Greg Bibb and I settled into a couple of lounge chairs at the Highland Park Village Starbucks with his unsweetened iced coffee with a little half-and-half and my peach green tea lemonade in hand—because I don’t drink coffee. Bibb is in his eighth season leading the WNBA’s Dallas Wings and just wrapped up his second with National Lacrosse League expansion team Panther City Lacrosse Club. Both teams are overseen, by and large, by the same ownership group while sharing employees and office space—which recently more than doubled in size.
When Bibb and I met, the Wings were coming off its season opener and logged an 85-75 home victory. The game hosted 5,600 fans, just 500 short of a sellout of College Park Center at The University of Texas at Arlington—nearly 2,000 more fans than what the Wings averaged throughout the 2022 season, according to Statista data. Now, the Wings sit in fourth in the WNBA standings and are trending toward another playoff birth.
“The team has reached a point now where it is no longer a hope to make the playoffs, but an expectation,” Bibb says. “Ultimately, we want to secure a WNBA championship.”
His on-court expectations align with his vision of success for the front office. With 48 employees, the CEO expects revenue to grow by more than 30 percent in the 2023 season; each of the past two years, the Wings turned a profit, despite the WNBA not doing so. “The Wings will set records this year with ticket sales and overall revenue,” Bibb says.
In April 2023, women’s basketball became sports’ headline act.

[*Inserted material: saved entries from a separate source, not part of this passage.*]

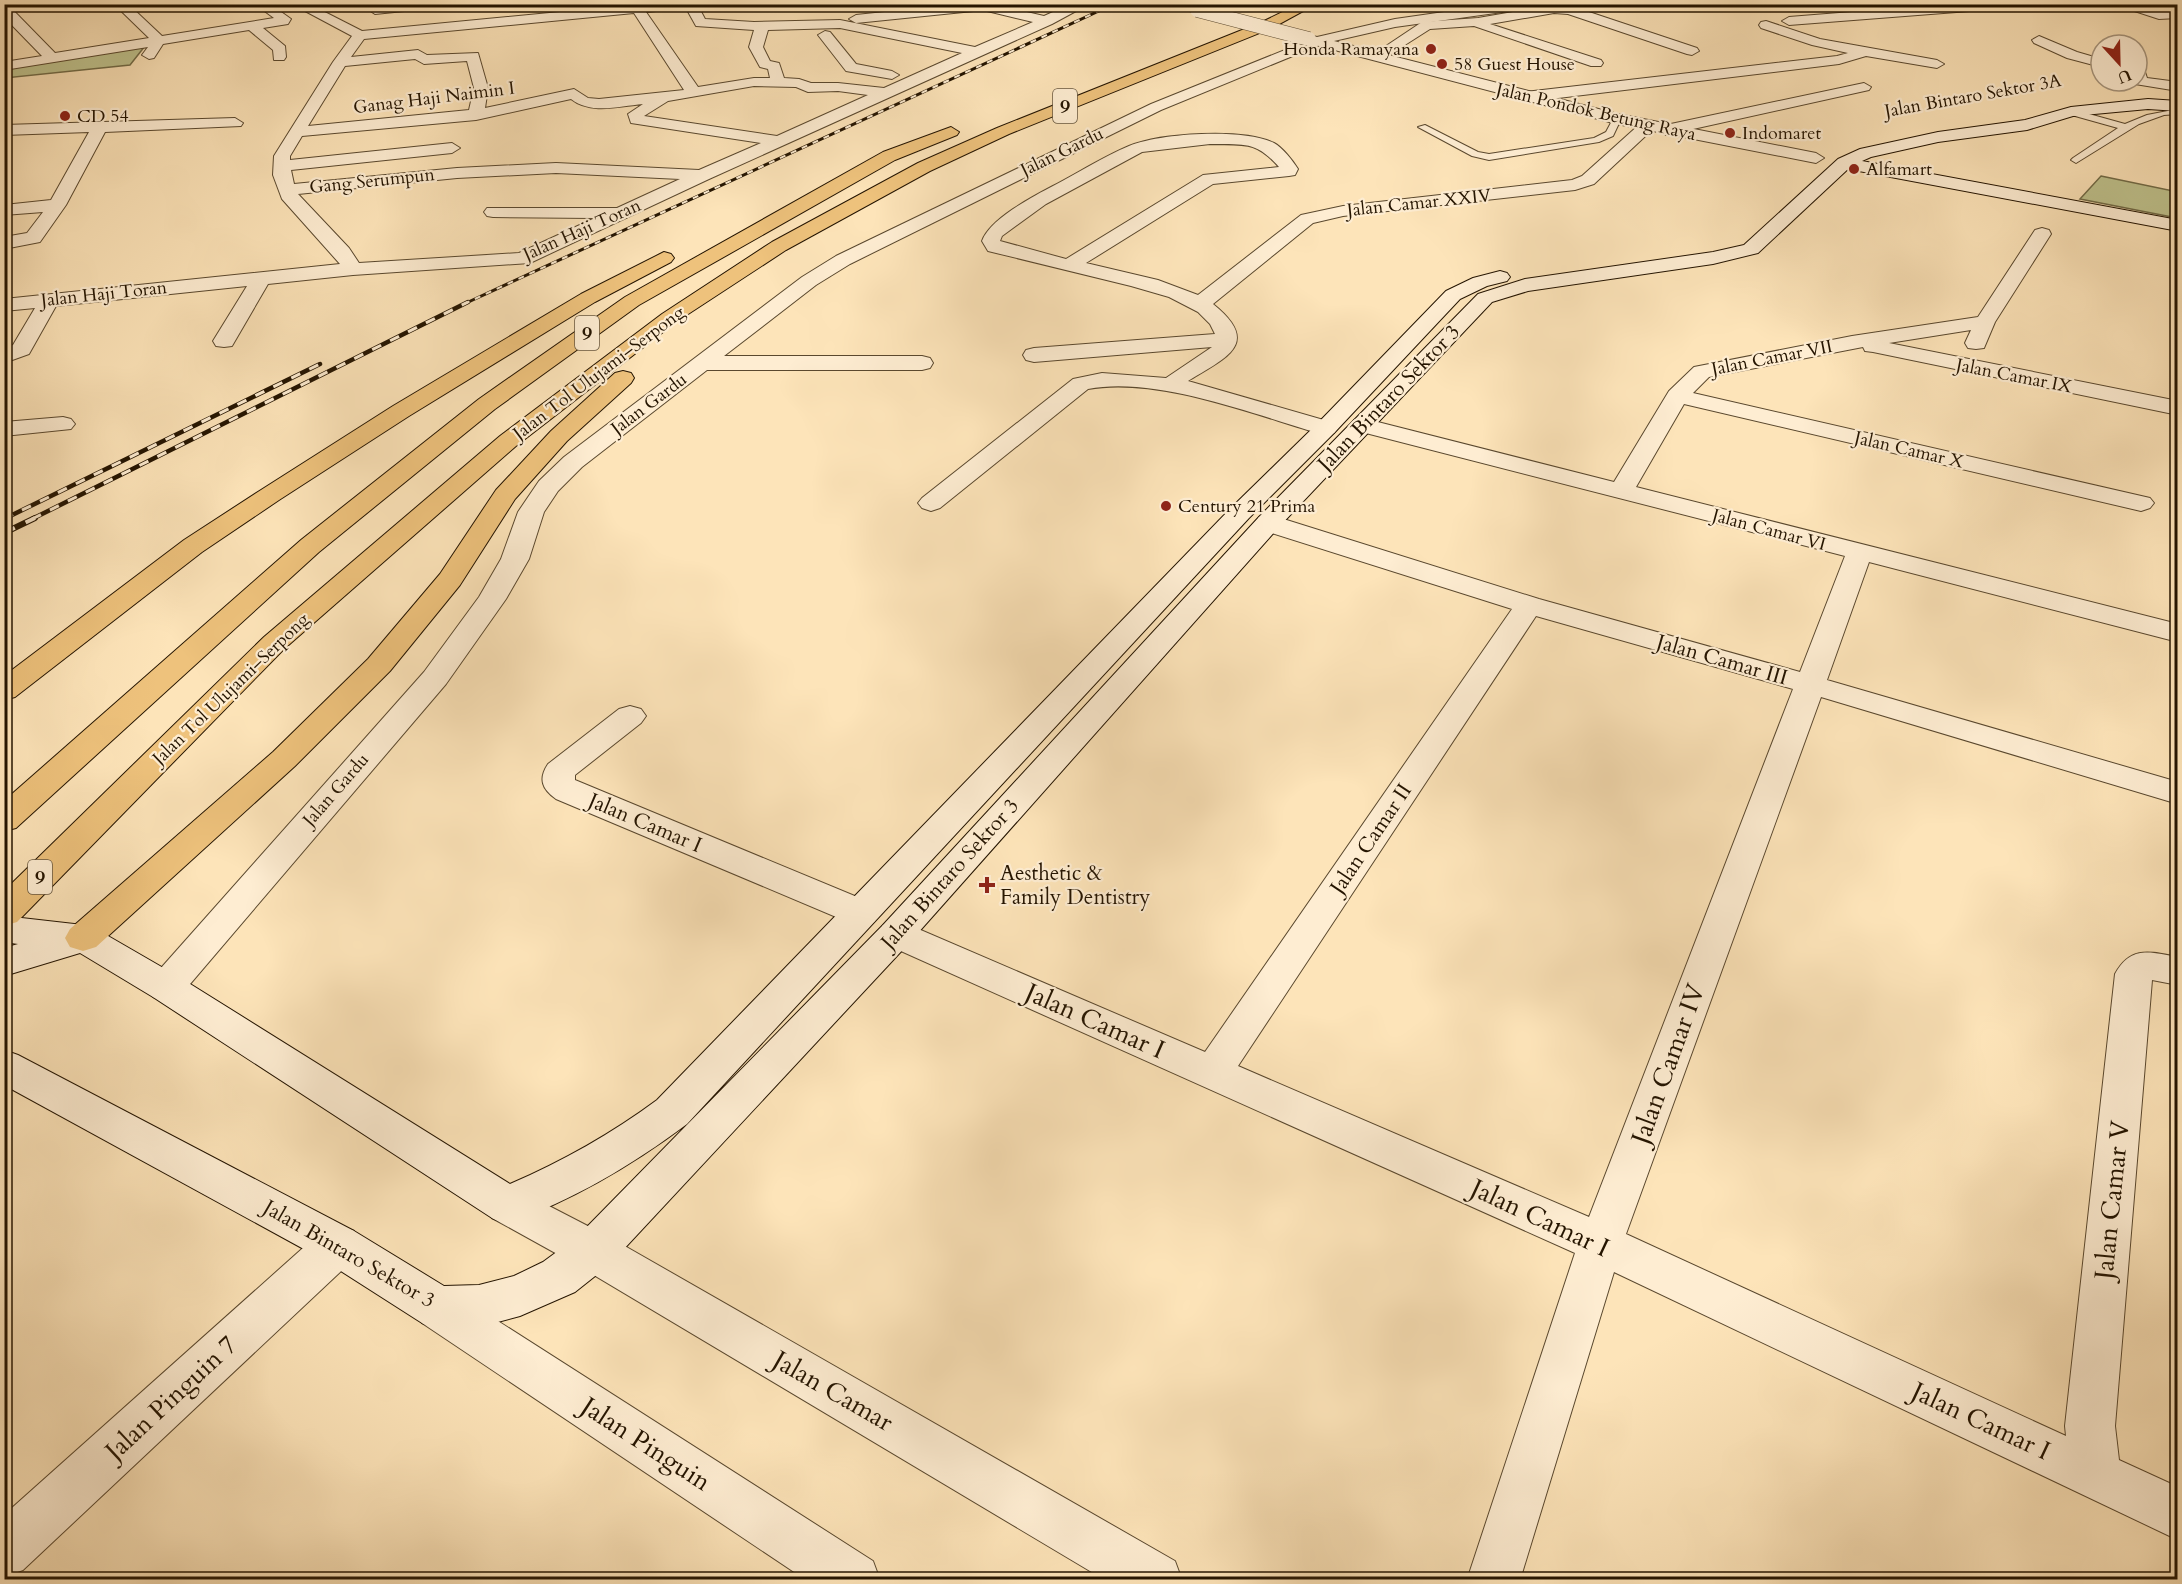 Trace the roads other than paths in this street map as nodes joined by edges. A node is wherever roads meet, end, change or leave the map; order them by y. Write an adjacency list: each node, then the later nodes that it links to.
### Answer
1 (120, 4): 33 (street)
2 (261, 4): 26 (street)
3 (297, 4): 28 (street)
4 (434, 4): 16 (street); 21 (street)
5 (689, 4): 15 (street); 25 (street)
6 (1083, 4): 19 (street, Jalan Haji Toran)
7 (1179, 4): 31 (street, Jalan Pondok Betung Raya, bridge)
8 (1269, 4): 78 (highway, Jalan Tol Ulujami–Serpong / 9)
9 (1310, 4): 99 (highway, Jalan Tol Ulujami–Serpong / 9)
10 (1531, 4): 31 (street, Jalan Gardu)
11 (1910, 4): 17 (street)
12 (2008, 4): 17 (street)
13 (2119, 4): 18 (street)
14 (4, 9): 39 (street)
15 (638, 9): 28 (street); 54 (street)
16 (375, 10)
17 (1926, 11): 20 (street)
18 (2178, 14)
19 (1047, 21): 23 (street); 30 (street, Jalan Haji Toran)
20 (1789, 21)
21 (434, 22)
22 (1478, 22): 34 (street); 37 (street); 42 (street)
23 (840, 24): 25 (street); 35 (street)
24 (1766, 25): 36 (street)
25 (762, 26): 49 (street)
26 (253, 27): 33 (street); 38 (street)
27 (991, 33): 30 (street)
28 (360, 35): 41 (street)
29 (825, 35): 48 (street)
30 (1011, 37): 35 (street, Jalan Haji Toran)
31 (1313, 40): 37 (street, Jalan Pondok Betung Raya); 106 (street, Jalan Gardu)
32 (2039, 40): 40 (street)
33 (158, 42): 39 (street); 45 (street)
34 (1692, 51)
35 (978, 52): 48 (street, Jalan Haji Toran)
36 (1865, 52): 43 (street); 57 (street)
37 (1377, 56): 57 (street, Jalan Pondok Betung Raya)
38 (279, 57)
39 (53, 59): 44 (street)
40 (2089, 60)
41 (340, 62): 63 (street); 75 (street)
42 (1596, 63)
43 (1937, 64)
44 (4, 66)
45 (139, 66)
46 (2149, 72): 47 (street)
47 (2178, 76)
48 (918, 79): 55 (street, Jalan Haji Toran)
49 (778, 82): 54 (street); 55 (street)
50 (1864, 87): 74 (street)
51 (2178, 87): 53 (street)
52 (2149, 88): 53 (street)
53 (2152, 91): 58 (street, Jalan Bintaro Sektor 3A); 59 (street, Jalan Bintaro Sektor 3A)
54 (694, 93): 56 (street)
55 (887, 93): 76 (street, Jalan Haji Toran)
56 (665, 97): 60 (street, Ganag Haji Naimin I); 76 (street)
57 (1525, 97): 66 (street, Jalan Pondok Betung Raya)
58 (2178, 99)
59 (2067, 105): 61 (street, Jalan Bintaro Sektor 3A); 68 (street, Jalan Bintaro Sektor 3A); 73 (lane)
60 (529, 106): 63 (street, Ganag Haji Naimin I); 65 (street)
61 (2178, 106)
62 (2178, 111): 73 (lane)
63 (476, 115): 75 (street, Ganag Haji Naimin I)
64 (1992, 115): 68 (street)
65 (541, 117)
66 (1617, 119): 70 (street, Jalan Pondok Betung Raya); 71 (lane)
67 (236, 123): 72 (street)
68 (2027, 125): 79 (street, Jalan Bintaro Sektor 3A)
69 (6, 126): 72 (street)
70 (1647, 126): 74 (street, Jalan Pondok Betung Raya); 97 (street, Jalan Camar XXIV)
71 (1422, 127)
72 (100, 128): 85 (street)
73 (2124, 128): 80 (lane)
74 (1666, 130): 79 (street, Jalan Pondok Betung Raya)
75 (297, 132): 81 (street)
76 (780, 141): 83 (street, Jalan Haji Toran)
77 (452, 148): 81 (street)
78 (889, 156): 124 (highway); 127 (highway, Jalan Tol Ulujami–Serpong / 9)
79 (1831, 157): 82 (street); 90 (street, Jalan Pondok Betung Raya); 113 (street, Jalan Bintaro Sektor 3)
80 (2076, 160)
81 (282, 166): 84 (street)
82 (1801, 173)
83 (703, 175): 84 (street, Gang Serumpun); 89 (street, Jalan Haji Toran)
84 (287, 190): 94 (street)
85 (57, 205): 86 (street); 92 (street)
86 (4, 210)
87 (493, 212): 89 (street)
88 (1762, 212): 114 (street, Jalan Bintaro Sektor 3)
89 (621, 214): 94 (street, Jalan Haji Toran)
90 (2178, 226)
91 (2042, 234): 100 (street)
92 (4, 243)
93 (1069, 265): 93 (street); 97 (street)
94 (354, 269): 95 (street, Jalan Haji Toran)
95 (261, 279): 96 (street, Jalan Haji Toran); 102 (street)
96 (50, 299): 98 (street, Jalan Haji Toran); 105 (street)
97 (1200, 304): 101 (street)
98 (4, 305)
99 (669, 318): 128 (highway, Jalan Tol Ulujami–Serpong / 9); 132 (highway)
100 (1986, 322): 103 (street, Jalan Camar VII); 108 (street)
101 (1228, 339): 104 (street); 109 (street)
102 (224, 341)
103 (1852, 342): 108 (street, Jalan Camar IX); 110 (street, Jalan Camar VII)
104 (1034, 355)
105 (4, 357)
106 (703, 363): 107 (street); 135 (street, Jalan Gardu)
107 (922, 363)
108 (1966, 366): 111 (street, Jalan Camar IX)
109 (1176, 386): 114 (street); 117 (street)
110 (1677, 396): 116 (street, Jalan Camar VII); 118 (street, Jalan Camar X)
111 (2178, 408)
112 (63, 424): 115 (street)
113 (1362, 425): 116 (street, Jalan Camar VI); 119 (street, Jalan Bintaro Sektor 3)
114 (1326, 428): 129 (street, Jalan Bintaro Sektor 3)
115 (4, 429)
116 (1622, 492): 120 (street, Jalan Camar VI)
117 (931, 503)
118 (2141, 503)
119 (1268, 523): 121 (street, Jalan Camar III); 131 (street, Jalan Bintaro Sektor 3)
120 (1859, 554): 122 (street, Jalan Camar VI); 123 (street, Jalan Camar IV)
121 (1529, 605): 123 (street, Jalan Camar III); 137 (street, Jalan Camar II)
122 (2178, 633)
123 (1809, 685): 126 (street, Jalan Camar III); 140 (street, Jalan Camar IV)
124 (4, 691)
125 (630, 716): 129 (street, Jalan Camar I)
126 (2178, 793)
127 (4, 820)
128 (4, 913)
129 (861, 913): 138 (street, Jalan Bintaro Sektor 3)
130 (4, 929): 132 (street)
131 (896, 934): 137 (street, Jalan Camar I); 141 (street, Jalan Bintaro Sektor 3)
132 (83, 938): 133 (street); 135 (street)
133 (4, 962)
134 (2178, 971): 143 (street, Jalan Camar V)
135 (166, 987): 138 (street)
136 (4, 1066): 139 (street, Jalan Bintaro Sektor 3)
137 (1212, 1072): 140 (street, Jalan Camar I)
138 (507, 1205): 141 (street, Jalan Camar)
139 (338, 1245): 142 (street, Jalan Bintaro Sektor 3); 145 (street, Jalan Pinguin 7)
140 (1600, 1245): 143 (street, Jalan Camar I); 148 (street, Jalan Camar IV)
141 (593, 1251): 142 (street, Jalan Bintaro Sektor 3); 147 (street, Jalan Camar)
142 (438, 1308): 146 (street, Jalan Pinguin)
143 (2095, 1474): 144 (street, Jalan Camar I)
144 (2178, 1514)
145 (4, 1551)
146 (854, 1580)
147 (1156, 1580)
148 (1493, 1580)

The American Airlines Center hosted the NCAA Women’s Final Four in front of three sellout crowds. During that weekend, the Wings hosted a party at W Dallas with more than 500 guests, including WNBA stars, retired WNBA legends, league and city officials, corporate sponsors, and more.
Building off the momentum, Bibb says the Wings are no longer in startup mode, but rather—as one of the top three revenue producers in the WNBA—an aggressive growth phase. “When we started [the Wings relocated from Tulsa to Dallas in 2015], pick the business metric, we were at the bottom of the barrel,” Bibb says. “Pick the business metric now, and we’re at the top. I liken it to turning the Bad News Bears into the New York Yankees.”
On the way to becoming the Bronx Bombers of women’s basketball, Bibb says that legalized sports betting will be the fuel the team needs to climb higher. He has helped position the Wings and Panther City Lacrosse in legislation proposals alongside other professional teams in Texas. “We went down to Austin in 2021 and we stomped for it,” he says. “But in terms of how it would impact our revenue, the best way to explain it is transformative. We’re making progress toward legalization and I’m hopeful for 2025.”
In early August, the Wings and Dallas Mavericks entered into a seven-figure agreement that linked the two organizations via a jersey patch sponsorship and a philanthropic partnership. The Wings players now wear a Mavericks patch on their uniforms and Wings players, coaches, and officials are now plugging into the Mavs’ GEM (Girls Empowered by Mavericks) programming year-round. Bibb called the partnership, “The largest, widest, deepest relationship between non-shared ownership groups the NBA and WNBA has ever seen.”
For Panther City Lacrosse, Bibb says that operations are still in the startup stage, but “having grown the Wings out of that mode, we can execute the same strategy with Panther City,” Bibb says.
During the Wings’ 2023 season, in line with revenue, Bibb expects the team to close the season seeing more than a 30 percent spike in ticket sales—meaning demand is approaching College Park’s supply of 6,100 seats. So, as he sips his iced coffee, I ask about the team’s plans once demand outweighs supply. “My focus right now is on what’s down the road for us—I will leave it at that,” he says.